Work instructions: In the records below, find the line with "const shape = rows" and the line with "function drawText(font, color, halo, rows, align". Print both exactly, along with every line between them, and no other line.

[Opening Data to use section]

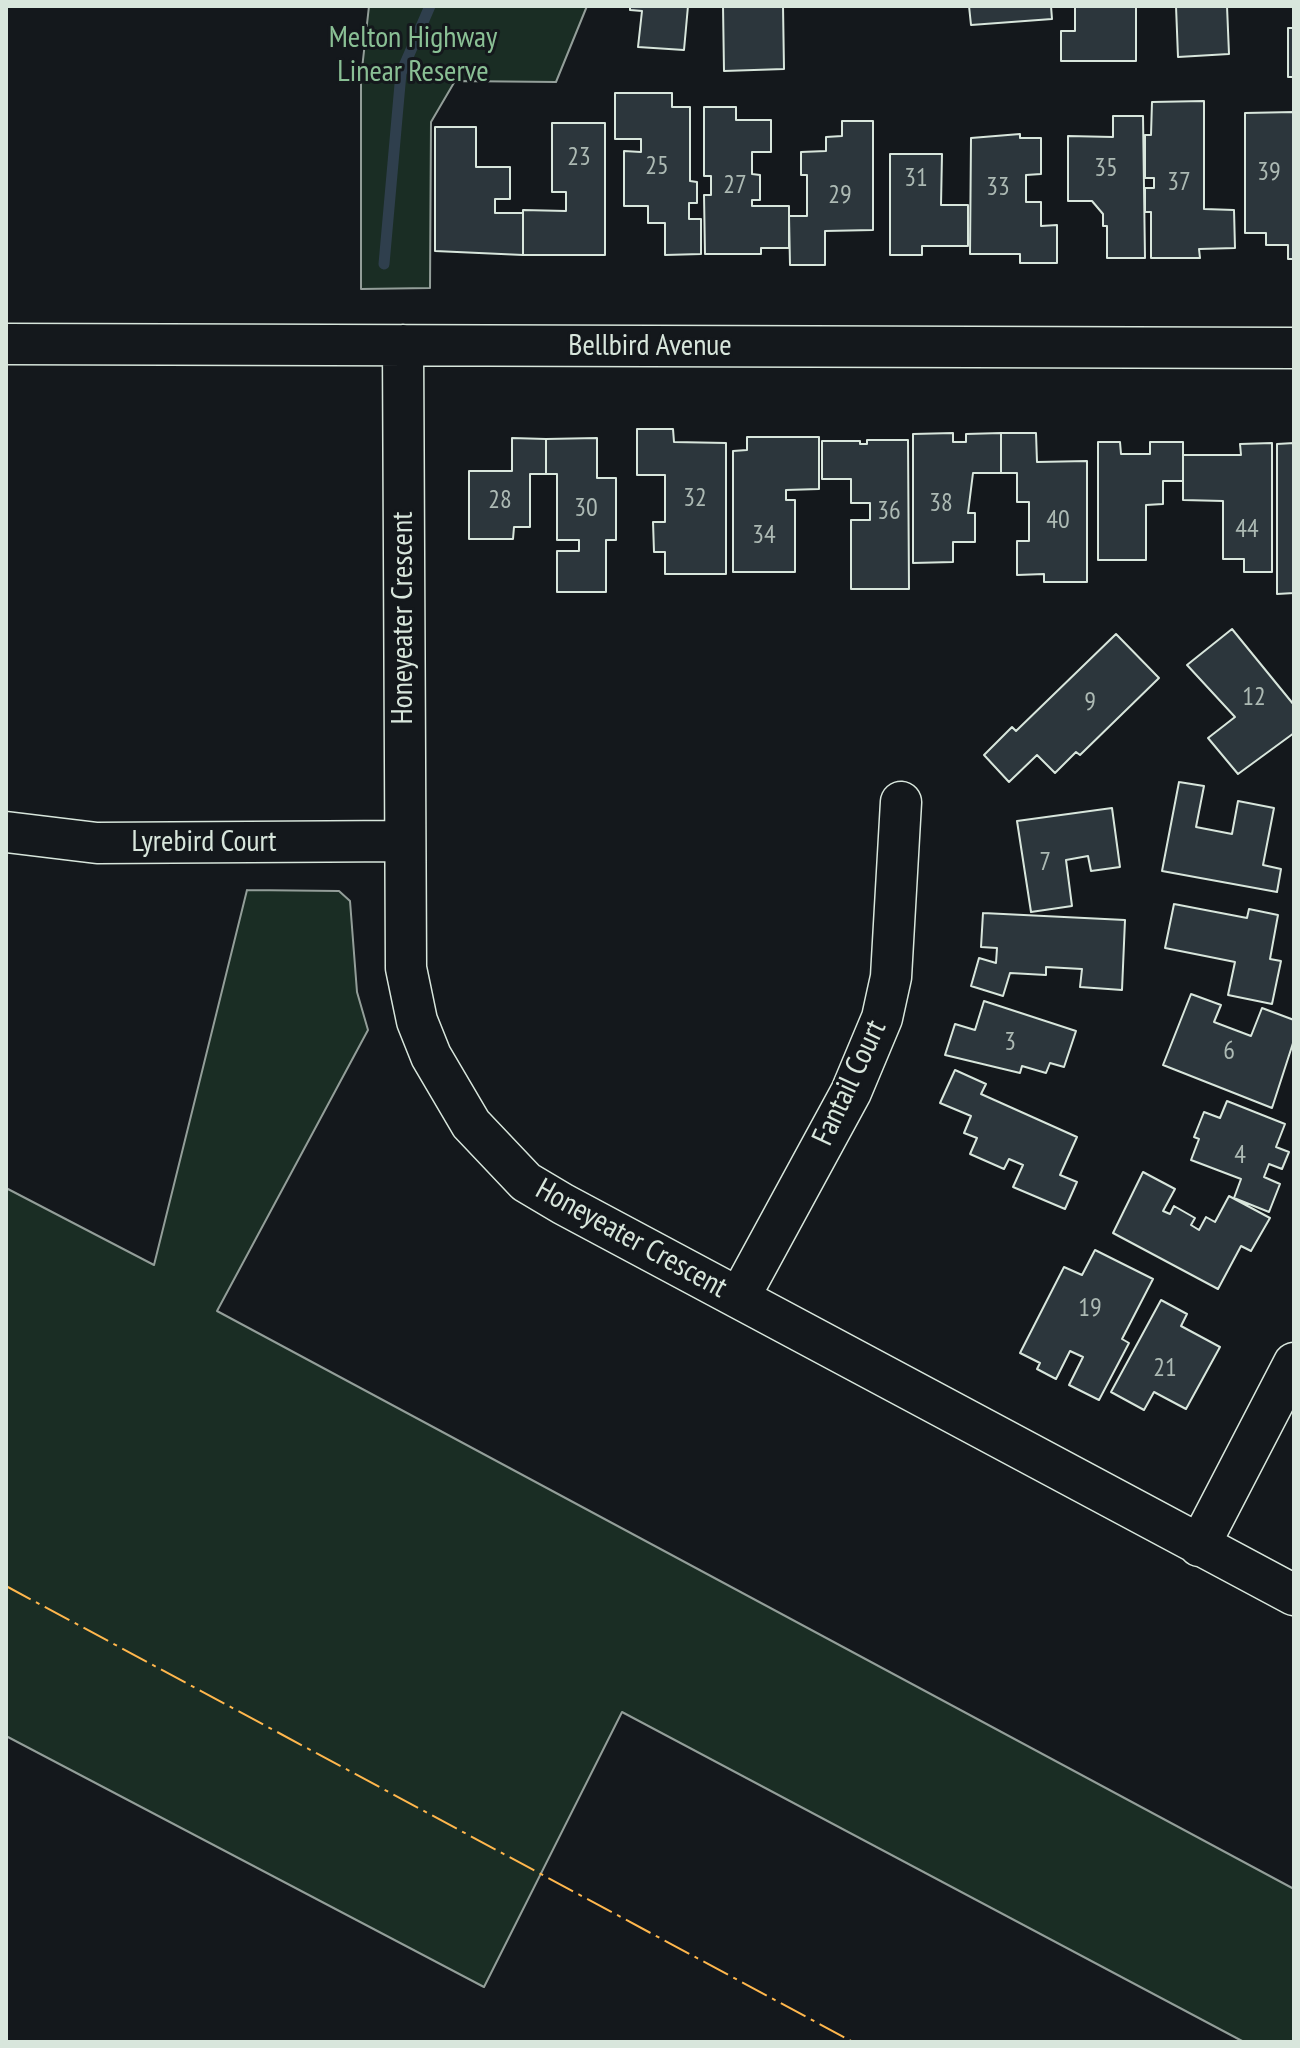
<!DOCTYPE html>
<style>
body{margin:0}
#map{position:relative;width:1300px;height:2048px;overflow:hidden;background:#14181c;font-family:"PT Sans Narrow",sans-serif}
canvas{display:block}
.frame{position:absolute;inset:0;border:8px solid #d8e6dc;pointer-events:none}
</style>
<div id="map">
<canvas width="1300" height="2048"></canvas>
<div class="frame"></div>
</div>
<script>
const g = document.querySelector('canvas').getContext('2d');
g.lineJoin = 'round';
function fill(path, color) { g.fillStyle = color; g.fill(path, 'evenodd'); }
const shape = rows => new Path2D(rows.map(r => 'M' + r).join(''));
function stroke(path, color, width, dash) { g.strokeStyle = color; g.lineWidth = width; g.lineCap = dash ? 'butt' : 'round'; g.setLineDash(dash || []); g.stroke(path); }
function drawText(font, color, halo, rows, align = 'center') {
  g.font = font + ' "PT Sans Narrow",sans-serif'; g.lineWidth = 6; g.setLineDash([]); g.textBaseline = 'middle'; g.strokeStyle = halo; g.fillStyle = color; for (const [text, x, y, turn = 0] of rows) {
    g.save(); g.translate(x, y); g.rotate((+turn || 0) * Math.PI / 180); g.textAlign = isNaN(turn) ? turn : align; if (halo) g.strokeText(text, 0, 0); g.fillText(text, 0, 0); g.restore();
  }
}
const green = shape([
 [369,6,587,6,556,82,455,81,431,122,430,288,361,289,361,78,369,6],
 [247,890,339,891,350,901,357,992,368,1030,217,1311,1294,1889,1294,2042,1244,2042,622,1712,484,1987,6,1736,6,1188,154,1265,247,890]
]);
fill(green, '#1a2d24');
stroke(green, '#939e99', 2);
stroke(shape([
 [384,264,401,73,430,6]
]), '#2f3f4d', 11);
const building = shape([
 [630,6,688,6,684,50,638,47,642,11,630,10,630,6],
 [723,6,783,6,784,69,724,71,723,6],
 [969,6,1051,6,1052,19,971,25,969,6],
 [1075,6,1136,6,1136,61,1061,61,1061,31,1075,31,1075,6],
 [1176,6,1227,6,1229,54,1178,57,1176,6],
 [1288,28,1294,28,1294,77,1288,77,1288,28],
 [615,93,672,93,672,107,690,107,690,181,697,182,697,203,689,203,689,219,701,219,701,254,665,255,665,223,648,223,648,206,624,206,624,151,641,152,641,139,615,139,615,93],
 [1204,101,1204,209,1234,210,1235,248,1199,249,1200,258,1151,258,1151,212,1145,212,1145,188,1154,188,1154,178,1145,178,1145,135,1151,135,1152,102,1204,101],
 [704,107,736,107,736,120,771,120,771,152,752,152,752,174,760,175,760,200,752,200,752,206,789,206,789,248,761,248,761,254,705,254,704,195,711,195,711,176,704,176,704,107],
 [1294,112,1294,259,1288,259,1288,245,1266,245,1266,233,1245,233,1245,113,1294,112],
 [1113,116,1143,116,1145,258,1107,258,1107,226,1103,226,1103,214,1092,201,1068,201,1068,136,1113,137,1113,116],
 [842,121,873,121,873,230,825,231,825,265,790,265,789,216,807,216,807,175,801,175,801,152,826,151,826,137,842,136,842,121],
 [552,123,605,123,605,255,523,255,523,210,566,211,566,192,552,192,552,123],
 [435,127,476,127,476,167,510,167,510,199,495,199,495,213,523,213,523,255,435,251,435,127],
 [1020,134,1020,138,1041,138,1041,174,1026,175,1026,202,1041,202,1041,226,1057,225,1057,263,1020,263,1020,254,970,254,971,138,1020,134],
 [890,154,942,154,941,205,968,205,968,246,922,246,922,255,890,255,890,154],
 [637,429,673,429,674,442,726,443,726,574,665,574,665,552,654,552,653,522,665,522,665,475,637,475,637,429],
 [953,433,953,442,966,442,966,434,1001,433,1001,473,973,473,968,513,975,513,975,542,953,542,953,562,913,563,913,434,953,433],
 [1001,433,1036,433,1037,462,1087,461,1087,582,1044,582,1044,574,1017,575,1017,541,1029,541,1029,502,1017,502,1017,473,1001,473,1001,433],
 [747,437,819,437,819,489,786,490,786,500,795,500,795,572,733,572,733,451,747,450,747,437],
 [512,438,546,439,546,474,530,474,530,527,514,527,513,539,469,539,469,471,512,471,512,438],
 [597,438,597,478,616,478,616,540,606,540,606,592,557,592,557,551,579,551,579,540,557,540,557,474,546,474,546,439,597,438],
 [867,440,908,440,909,589,851,589,851,520,870,520,870,503,851,503,851,479,822,479,822,441,860,441,860,444,867,444,867,440],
 [1098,442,1120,442,1121,454,1150,454,1150,442,1183,442,1183,481,1163,481,1163,504,1146,505,1146,560,1098,560,1098,442],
 [1272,443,1272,572,1244,572,1244,559,1223,559,1223,501,1183,500,1183,455,1241,455,1240,444,1272,443],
 [1294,443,1294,593,1277,594,1277,444,1294,443],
 [1232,629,1294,705,1294,733,1238,774,1208,738,1235,717,1187,665,1232,629],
 [1116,634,1159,678,1080,755,1076,752,1055,773,1037,755,1009,782,984,755,1012,727,1016,731,1116,634],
 [1179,782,1204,786,1196,827,1232,834,1238,801,1274,808,1263,865,1281,869,1277,892,1162,871,1179,782],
 [1112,808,1120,867,1091,871,1088,856,1066,860,1072,906,1031,912,1017,821,1112,808],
 [1174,904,1247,918,1249,909,1278,915,1270,959,1281,961,1272,1004,1228,995,1235,962,1165,948,1174,904],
 [983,913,1125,920,1122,990,1080,987,1082,969,1046,967,1046,975,1010,973,1003,996,971,986,979,958,996,963,997,948,981,947,983,913],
 [1191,994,1221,1005,1214,1022,1251,1036,1262,1008,1294,1020,1294,1040,1272,1108,1163,1065,1191,994],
 [984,1001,1076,1031,1064,1067,1050,1063,1046,1073,1022,1066,1020,1073,945,1055,955,1024,975,1030,984,1001],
 [955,1070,986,1084,981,1094,1077,1137,1060,1175,1077,1182,1065,1209,1013,1187,1023,1165,1009,1159,1004,1169,970,1154,977,1138,964,1133,971,1116,940,1103,955,1070],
 [1227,1101,1285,1124,1276,1147,1289,1152,1282,1169,1269,1164,1264,1177,1280,1184,1269,1212,1234,1198,1241,1179,1191,1160,1199,1139,1194,1137,1204,1112,1220,1118,1227,1101],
 [1143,1172,1175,1189,1163,1211,1170,1214,1174,1206,1195,1218,1191,1225,1199,1230,1206,1217,1215,1222,1229,1196,1270,1218,1251,1251,1241,1246,1218,1289,1113,1233,1143,1172],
 [1095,1250,1153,1279,1122,1339,1129,1343,1099,1400,1069,1385,1083,1357,1070,1351,1056,1379,1037,1369,1040,1363,1020,1353,1064,1267,1082,1275,1095,1250],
 [1161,1300,1187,1314,1181,1326,1220,1347,1186,1409,1154,1392,1144,1410,1111,1392,1161,1300]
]);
fill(building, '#2c363c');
stroke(building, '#d8e6dc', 2);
const minor = shape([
 [6,344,1294,348],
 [403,345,406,968,417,1021,431,1056,471,1124,526,1182,563,1204,1294,1595],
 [6,832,97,843,403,841],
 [739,1298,851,1092,882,1018,891,977,901,802],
 [1199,1546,1294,1363]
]);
stroke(minor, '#d8e6dc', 43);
stroke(minor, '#14181c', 40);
stroke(shape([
 [6,1586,853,2042]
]), '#ffb74d', 2, [28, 6, 4, 6]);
drawText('26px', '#adbab4', null, [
 ["23",579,158],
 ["25",657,167],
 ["35",1106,169],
 ["39",1269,173],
 ["31",916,179],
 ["37",1179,183],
 ["27",735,186],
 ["33",998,188],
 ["29",840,196],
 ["32",695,499],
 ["28",500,501],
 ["38",941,504],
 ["30",586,509],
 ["36",889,512],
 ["40",1058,521],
 ["44",1247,530],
 ["34",764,536],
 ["12",1254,698],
 ["9",1090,703],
 ["7",1045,863],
 ["3",1010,1043],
 ["6",1229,1052],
 ["4",1240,1156],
 ["19",1090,1309],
 ["21",1165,1369]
]);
drawText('30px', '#8ac095', '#14181c', [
 ["Melton Highway",413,38],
 ["Linear Reserve",413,72]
]);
drawText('30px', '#d8e6dc', '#14181c', [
 ["Bellbird Avenue",650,346],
 ["Honeyeater Crescent",403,618,-90],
 ["Lyrebird Court",204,842],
 ["Fantail Court",850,1083,-65],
 ["Honeyeater Crescent",631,1239,29]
]);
</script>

[Closing Data to use section]

Answer section:
const shape = rows => new Path2D(rows.map(r => 'M' + r).join(''));
function stroke(path, color, width, dash) { g.strokeStyle = color; g.lineWidth = width; g.lineCap = dash ? 'butt' : 'round'; g.setLineDash(dash || []); g.stroke(path); }
function drawText(font, color, halo, rows, align = 'center') {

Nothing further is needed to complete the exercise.